-- RECORDS FOR THE EXERCISE follows --

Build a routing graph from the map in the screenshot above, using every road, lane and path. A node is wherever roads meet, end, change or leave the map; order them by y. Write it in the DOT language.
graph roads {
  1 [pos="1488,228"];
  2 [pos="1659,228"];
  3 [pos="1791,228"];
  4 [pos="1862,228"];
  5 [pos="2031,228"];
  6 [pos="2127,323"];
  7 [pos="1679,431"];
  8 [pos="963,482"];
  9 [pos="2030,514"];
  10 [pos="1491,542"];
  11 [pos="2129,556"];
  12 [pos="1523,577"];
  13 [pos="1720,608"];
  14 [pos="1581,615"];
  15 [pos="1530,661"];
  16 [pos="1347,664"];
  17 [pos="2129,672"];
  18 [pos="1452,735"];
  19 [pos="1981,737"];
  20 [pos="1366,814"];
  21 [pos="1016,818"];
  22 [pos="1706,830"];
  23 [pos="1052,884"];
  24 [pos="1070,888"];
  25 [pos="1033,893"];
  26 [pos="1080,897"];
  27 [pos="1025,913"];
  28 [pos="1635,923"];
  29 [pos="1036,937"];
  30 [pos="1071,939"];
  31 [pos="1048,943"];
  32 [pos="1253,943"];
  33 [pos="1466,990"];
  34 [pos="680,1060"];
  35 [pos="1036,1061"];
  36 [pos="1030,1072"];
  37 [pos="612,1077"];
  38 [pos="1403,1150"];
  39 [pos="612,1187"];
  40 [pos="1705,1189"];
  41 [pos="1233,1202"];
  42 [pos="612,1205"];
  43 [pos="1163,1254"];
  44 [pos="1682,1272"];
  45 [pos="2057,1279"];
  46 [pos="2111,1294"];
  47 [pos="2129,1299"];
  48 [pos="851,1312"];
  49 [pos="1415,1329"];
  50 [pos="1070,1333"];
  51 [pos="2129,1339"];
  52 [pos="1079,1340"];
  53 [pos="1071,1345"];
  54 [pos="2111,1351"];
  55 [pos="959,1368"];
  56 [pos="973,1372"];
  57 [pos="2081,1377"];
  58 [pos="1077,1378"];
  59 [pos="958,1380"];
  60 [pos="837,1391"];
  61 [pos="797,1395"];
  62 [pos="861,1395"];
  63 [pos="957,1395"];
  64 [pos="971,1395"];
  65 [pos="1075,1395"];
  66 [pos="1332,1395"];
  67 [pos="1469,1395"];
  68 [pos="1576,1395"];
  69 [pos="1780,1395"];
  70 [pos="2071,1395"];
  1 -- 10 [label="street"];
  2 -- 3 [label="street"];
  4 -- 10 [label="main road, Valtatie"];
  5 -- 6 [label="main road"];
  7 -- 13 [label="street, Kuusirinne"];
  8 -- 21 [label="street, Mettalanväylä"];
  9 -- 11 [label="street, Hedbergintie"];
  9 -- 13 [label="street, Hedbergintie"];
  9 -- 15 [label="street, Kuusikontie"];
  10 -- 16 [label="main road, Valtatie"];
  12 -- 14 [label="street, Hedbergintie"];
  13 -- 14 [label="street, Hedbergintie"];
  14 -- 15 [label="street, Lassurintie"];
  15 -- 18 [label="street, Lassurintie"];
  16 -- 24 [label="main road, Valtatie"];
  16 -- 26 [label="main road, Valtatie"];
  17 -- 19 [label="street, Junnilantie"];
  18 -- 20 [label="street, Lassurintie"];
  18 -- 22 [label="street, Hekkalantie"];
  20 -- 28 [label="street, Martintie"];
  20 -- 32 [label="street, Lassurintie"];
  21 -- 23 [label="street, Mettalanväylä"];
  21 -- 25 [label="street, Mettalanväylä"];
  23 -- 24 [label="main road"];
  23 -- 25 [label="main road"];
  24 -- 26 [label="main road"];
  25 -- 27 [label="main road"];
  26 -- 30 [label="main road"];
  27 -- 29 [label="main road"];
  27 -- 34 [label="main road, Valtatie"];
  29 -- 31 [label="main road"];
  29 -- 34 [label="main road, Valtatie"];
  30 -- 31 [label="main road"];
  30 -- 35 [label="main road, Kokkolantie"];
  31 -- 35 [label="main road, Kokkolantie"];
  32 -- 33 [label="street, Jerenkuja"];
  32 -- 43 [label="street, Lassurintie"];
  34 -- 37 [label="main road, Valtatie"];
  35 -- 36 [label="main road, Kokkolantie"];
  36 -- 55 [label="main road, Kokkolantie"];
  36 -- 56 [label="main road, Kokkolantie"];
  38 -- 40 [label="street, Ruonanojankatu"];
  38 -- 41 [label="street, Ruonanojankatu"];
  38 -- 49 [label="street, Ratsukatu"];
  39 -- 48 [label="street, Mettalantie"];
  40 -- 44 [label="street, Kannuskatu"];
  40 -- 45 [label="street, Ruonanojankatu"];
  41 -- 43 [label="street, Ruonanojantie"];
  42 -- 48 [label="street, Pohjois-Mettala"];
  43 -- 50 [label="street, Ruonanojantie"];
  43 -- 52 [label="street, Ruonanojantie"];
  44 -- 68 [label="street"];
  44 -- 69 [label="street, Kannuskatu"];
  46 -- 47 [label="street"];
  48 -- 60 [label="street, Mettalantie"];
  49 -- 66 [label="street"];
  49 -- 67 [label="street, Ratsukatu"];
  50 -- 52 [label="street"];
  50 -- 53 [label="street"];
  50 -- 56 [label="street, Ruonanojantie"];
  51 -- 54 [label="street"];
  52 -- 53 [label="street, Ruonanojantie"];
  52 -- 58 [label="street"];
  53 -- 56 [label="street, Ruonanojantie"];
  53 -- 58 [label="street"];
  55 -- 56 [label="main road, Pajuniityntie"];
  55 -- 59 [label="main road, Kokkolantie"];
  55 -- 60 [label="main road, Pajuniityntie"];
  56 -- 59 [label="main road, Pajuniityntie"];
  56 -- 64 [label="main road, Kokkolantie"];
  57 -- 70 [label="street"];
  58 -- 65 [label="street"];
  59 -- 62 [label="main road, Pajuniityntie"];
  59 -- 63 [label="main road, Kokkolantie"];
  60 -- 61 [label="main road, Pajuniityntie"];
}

-- RECORDS FOR THE EXERCISE concluded --

> _PROBLEM DESCRIPTION_
Select from the material above each line in which the string "Ratsukatu" appears, and list those lines.

> _EXPECTED ANSWER_
  38 -- 49 [label="street, Ratsukatu"];
  49 -- 67 [label="street, Ratsukatu"];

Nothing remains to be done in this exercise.